The polymerizations of glycoconjugated monomers, i.e., 4-vinylbenzyl glucoside peracetate (1a) and 4-vinylbenzyl maltohexaoside peracetate (1b), were carried out using 2,2,6,6-tetramethylpiperidine-1-oxyl-terminated polystyrene (PS-TEMPO, Mn=8100 and Mw/Mn=1.17) as a macromolecular initiator in xylene at 120°C ([1]/[PS-TEMPO] = 25).

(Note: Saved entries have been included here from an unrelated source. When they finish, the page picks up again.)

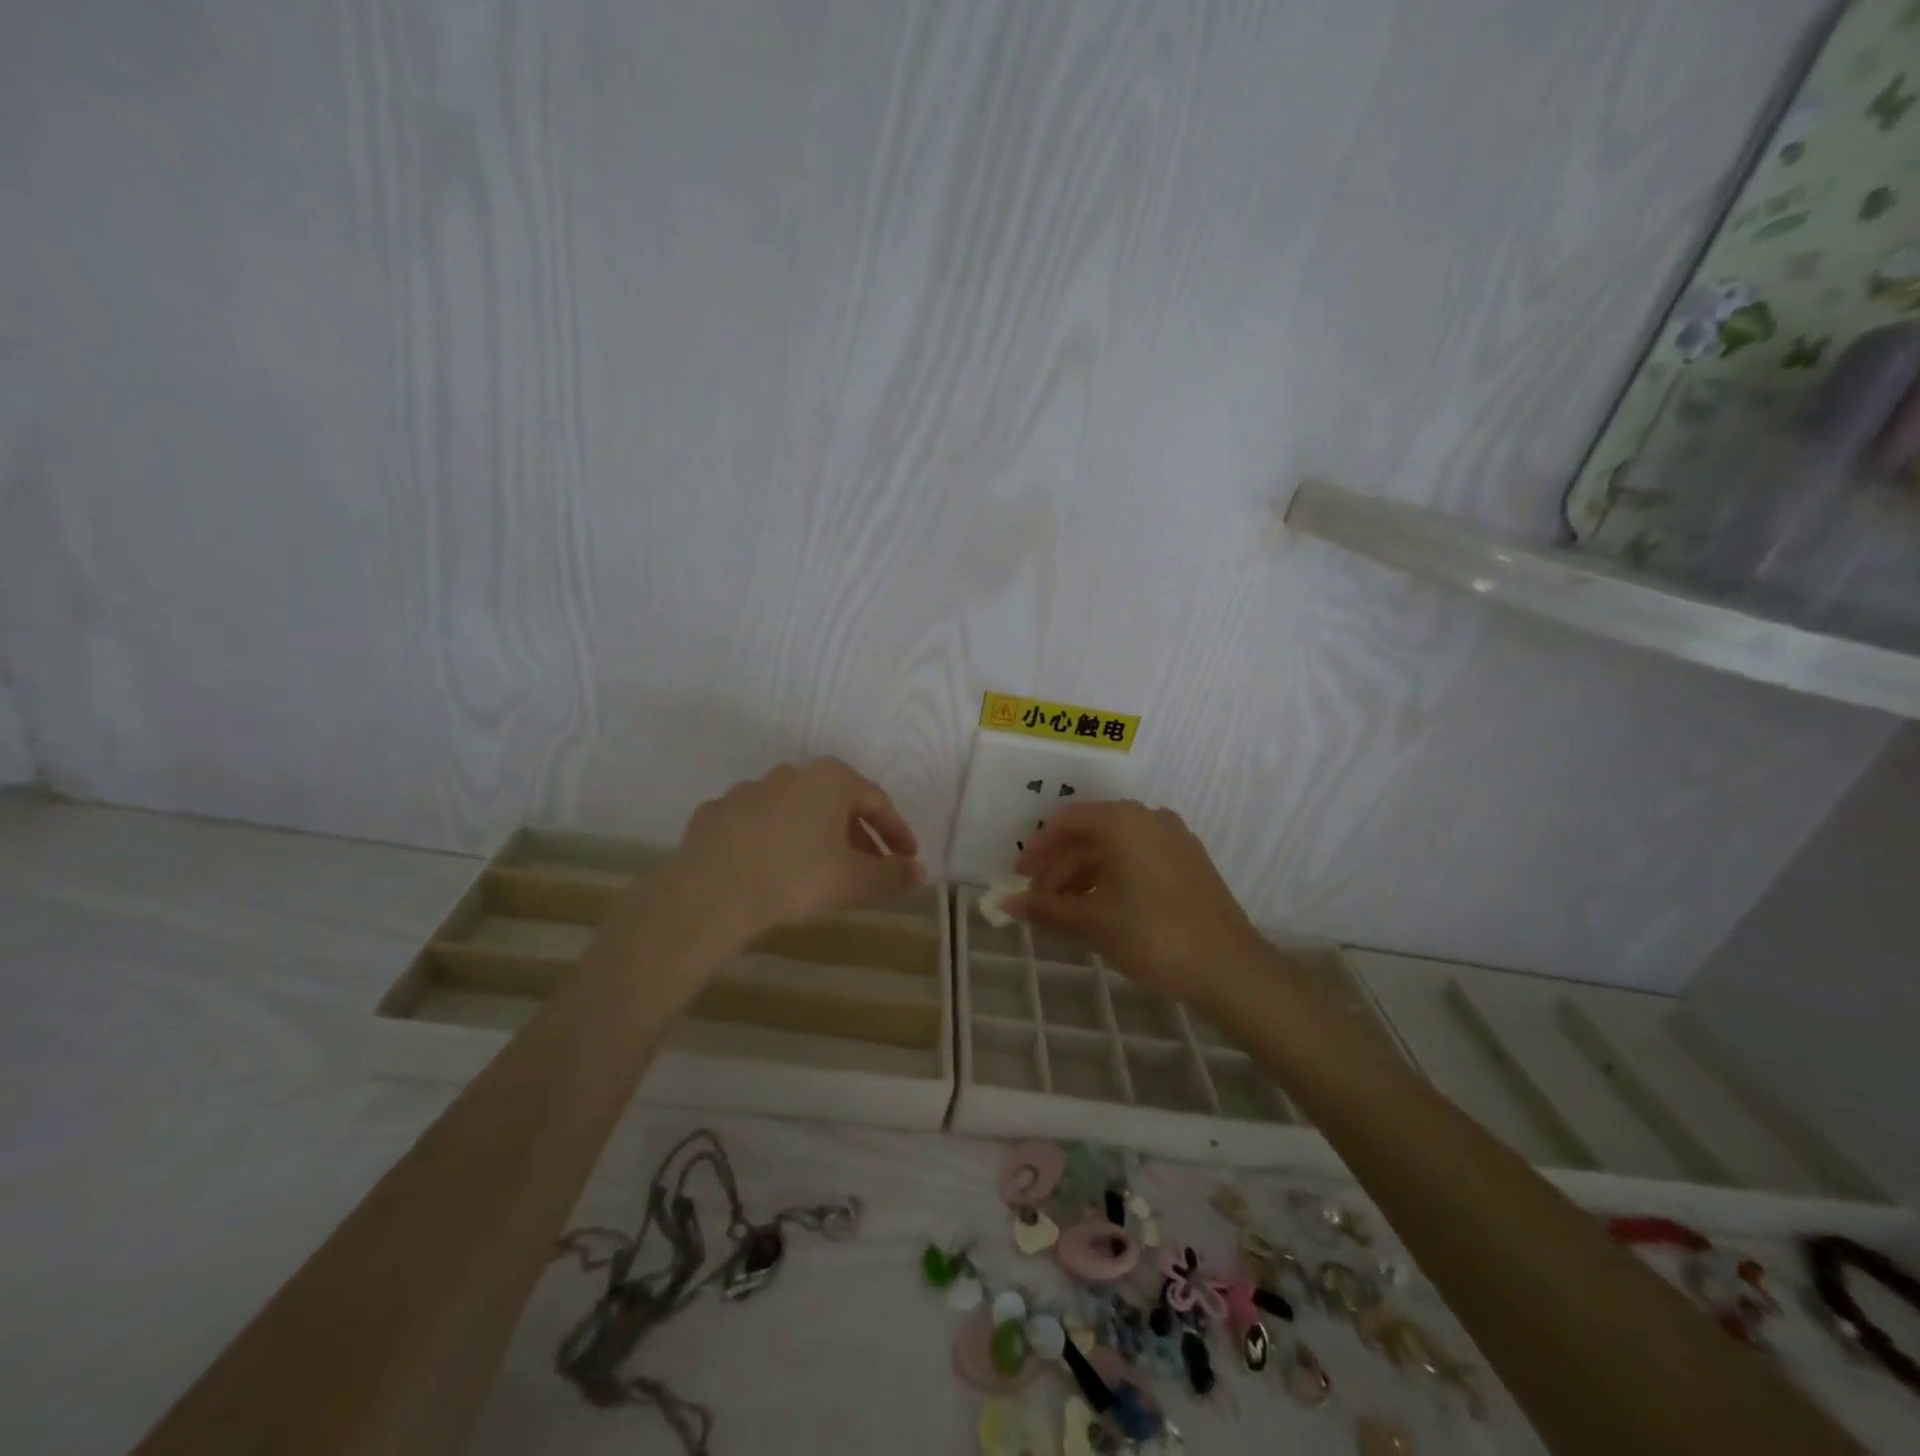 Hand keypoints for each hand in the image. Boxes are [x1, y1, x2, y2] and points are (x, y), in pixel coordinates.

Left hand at [672, 758, 923, 938]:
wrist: (710, 894)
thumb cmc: (796, 878)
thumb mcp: (855, 881)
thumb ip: (892, 875)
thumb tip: (918, 872)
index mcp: (830, 779)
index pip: (877, 801)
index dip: (897, 833)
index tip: (906, 859)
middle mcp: (789, 773)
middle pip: (835, 804)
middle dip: (857, 837)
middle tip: (868, 869)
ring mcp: (747, 790)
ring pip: (795, 813)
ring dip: (815, 837)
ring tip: (821, 873)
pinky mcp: (715, 814)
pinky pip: (757, 827)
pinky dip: (774, 844)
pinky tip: (773, 872)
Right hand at [1013, 801, 1266, 1011]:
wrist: (1230, 967)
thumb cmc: (1152, 935)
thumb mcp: (1092, 922)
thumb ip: (1046, 909)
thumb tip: (1005, 905)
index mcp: (1122, 820)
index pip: (1065, 822)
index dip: (1037, 850)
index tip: (1019, 879)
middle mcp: (1148, 818)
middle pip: (1090, 834)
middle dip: (1059, 866)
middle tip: (1039, 902)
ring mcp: (1174, 838)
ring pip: (1115, 848)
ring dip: (1084, 875)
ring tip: (1066, 911)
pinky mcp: (1190, 861)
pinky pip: (1139, 857)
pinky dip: (1113, 877)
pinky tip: (1102, 908) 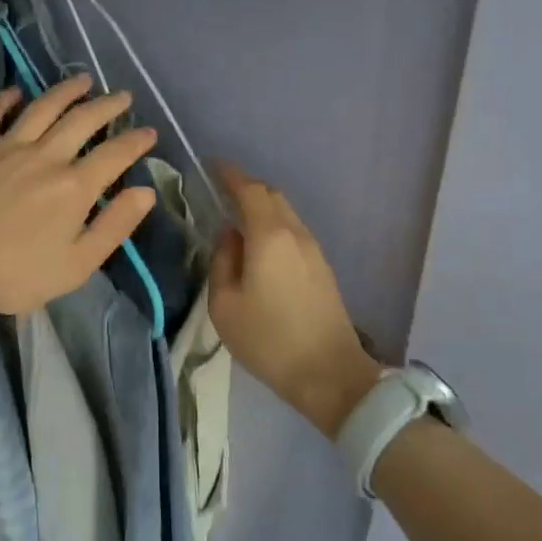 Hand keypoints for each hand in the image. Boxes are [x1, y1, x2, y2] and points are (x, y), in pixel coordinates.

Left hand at [0, 75, 157, 317]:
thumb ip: (114, 226)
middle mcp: (44, 156)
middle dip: (107, 106)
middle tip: (123, 97)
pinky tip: (15, 92)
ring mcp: (5, 148)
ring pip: (41, 108)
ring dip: (65, 91)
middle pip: (82, 121)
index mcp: (73, 187)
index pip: (114, 154)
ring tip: (83, 80)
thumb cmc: (16, 275)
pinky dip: (3, 100)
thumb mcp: (77, 265)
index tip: (150, 132)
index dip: (136, 141)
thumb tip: (145, 192)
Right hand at [210, 163, 381, 437]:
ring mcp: (313, 249)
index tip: (211, 166)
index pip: (248, 189)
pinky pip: (293, 230)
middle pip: (271, 195)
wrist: (330, 374)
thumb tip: (229, 236)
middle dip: (245, 187)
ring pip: (285, 212)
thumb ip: (222, 261)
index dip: (229, 174)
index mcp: (269, 236)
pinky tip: (259, 245)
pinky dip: (273, 224)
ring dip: (261, 206)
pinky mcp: (322, 267)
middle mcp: (295, 233)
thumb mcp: (225, 305)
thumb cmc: (268, 340)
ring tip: (236, 218)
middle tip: (220, 192) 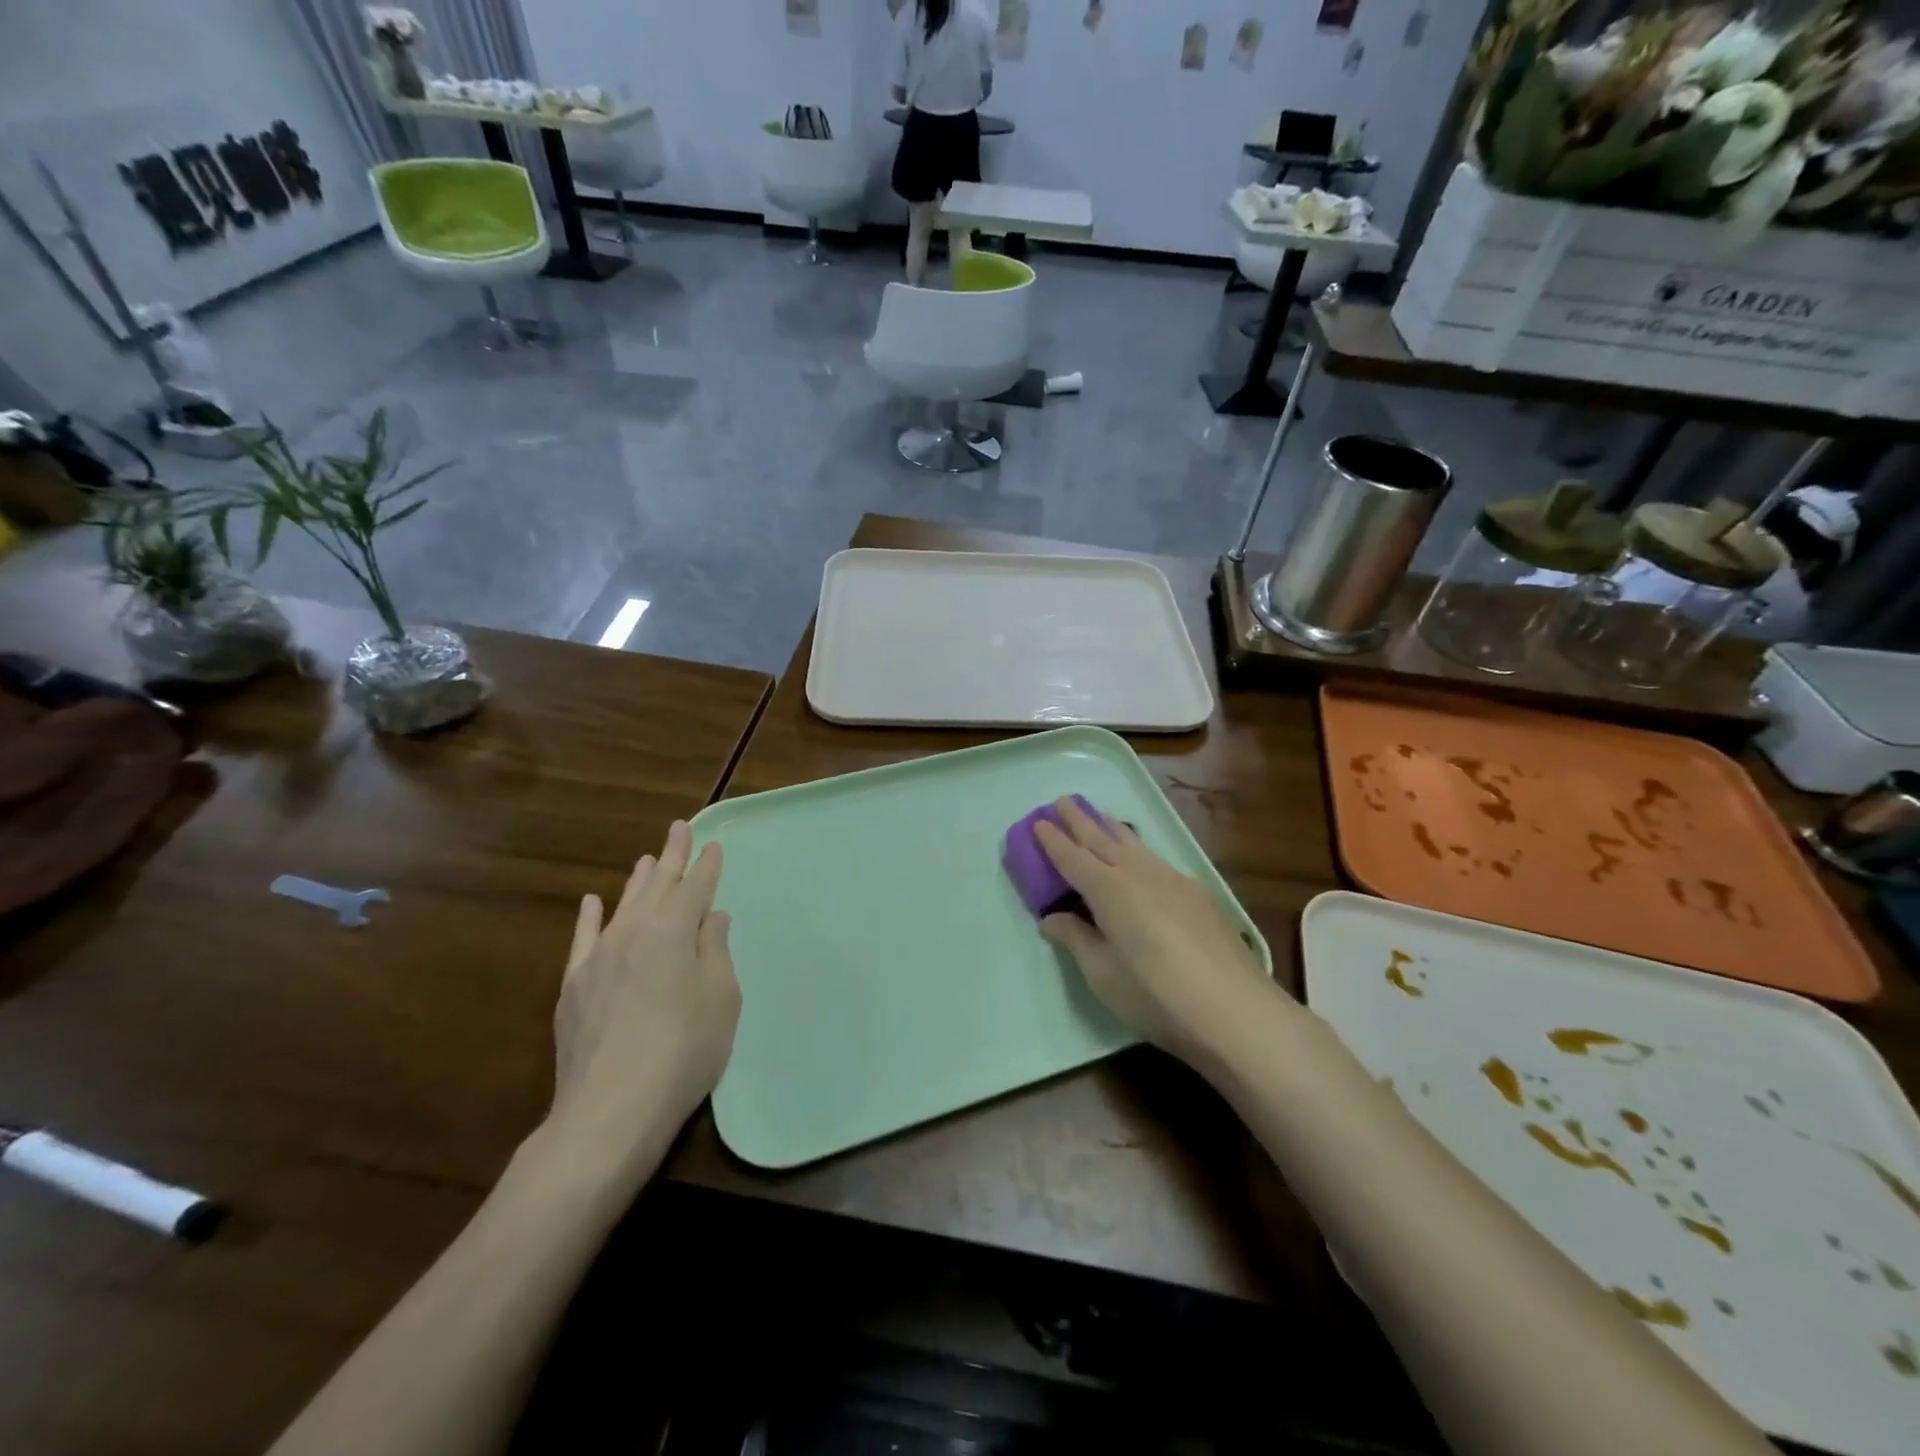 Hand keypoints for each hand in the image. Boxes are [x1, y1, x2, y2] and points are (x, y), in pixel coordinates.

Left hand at [548, 822, 740, 1167]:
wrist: (610, 1109)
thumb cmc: (684, 1051)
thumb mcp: (721, 999)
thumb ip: (715, 951)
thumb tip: (711, 917)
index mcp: (675, 930)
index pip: (696, 887)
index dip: (707, 866)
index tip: (713, 844)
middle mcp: (635, 931)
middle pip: (659, 884)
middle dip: (673, 856)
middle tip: (680, 828)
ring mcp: (599, 956)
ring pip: (623, 904)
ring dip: (638, 880)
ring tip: (648, 858)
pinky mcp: (574, 984)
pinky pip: (583, 938)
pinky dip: (590, 916)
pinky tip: (592, 901)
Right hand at [1035, 798, 1279, 1063]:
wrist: (1235, 1010)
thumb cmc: (1156, 996)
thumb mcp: (1102, 975)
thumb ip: (1076, 940)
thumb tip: (1051, 918)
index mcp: (1108, 891)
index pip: (1073, 858)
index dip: (1053, 841)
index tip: (1038, 822)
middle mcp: (1139, 875)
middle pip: (1103, 840)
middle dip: (1080, 820)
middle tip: (1063, 800)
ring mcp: (1174, 880)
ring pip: (1135, 846)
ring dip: (1113, 830)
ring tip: (1101, 818)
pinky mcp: (1199, 895)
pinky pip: (1159, 861)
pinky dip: (1141, 852)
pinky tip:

The Mn of the product increased from 9900 to 12700 for the polystyrene-block-poly-1a (2a) and from 14200 to 16200 for the polystyrene-block-poly-1b (2b) with the increasing polymerization time, whereas the Mw/Mn values were constant at 1.13–1.21. The deacetylation of 2a and 2b using sodium methoxide in dry-THF provided amphiphilic block copolymers containing glucose and maltohexaose as hydrophilic segments, i.e., polystyrene-block-poly(4-vinylbenzyl glucoside) (3a) and polystyrene-block-poly(4-vinylbenzyl maltohexaoside) (3b). The solution property of the block copolymers 3a and 3b in toluene (a good solvent for polystyrene) and H2O (a good solvent for saccharides) varied depending on the weight fraction of the glucose residues (fg, wt%) in 3, i.e., 3a with an fgs of 4, 10, and 14 wt% formed reversed micelle-like aggregate in toluene, whereas 3a with an fg of 17 wt% and 3b with an fg of 37 and 50 wt% formed micelle-like aggregates in H2O.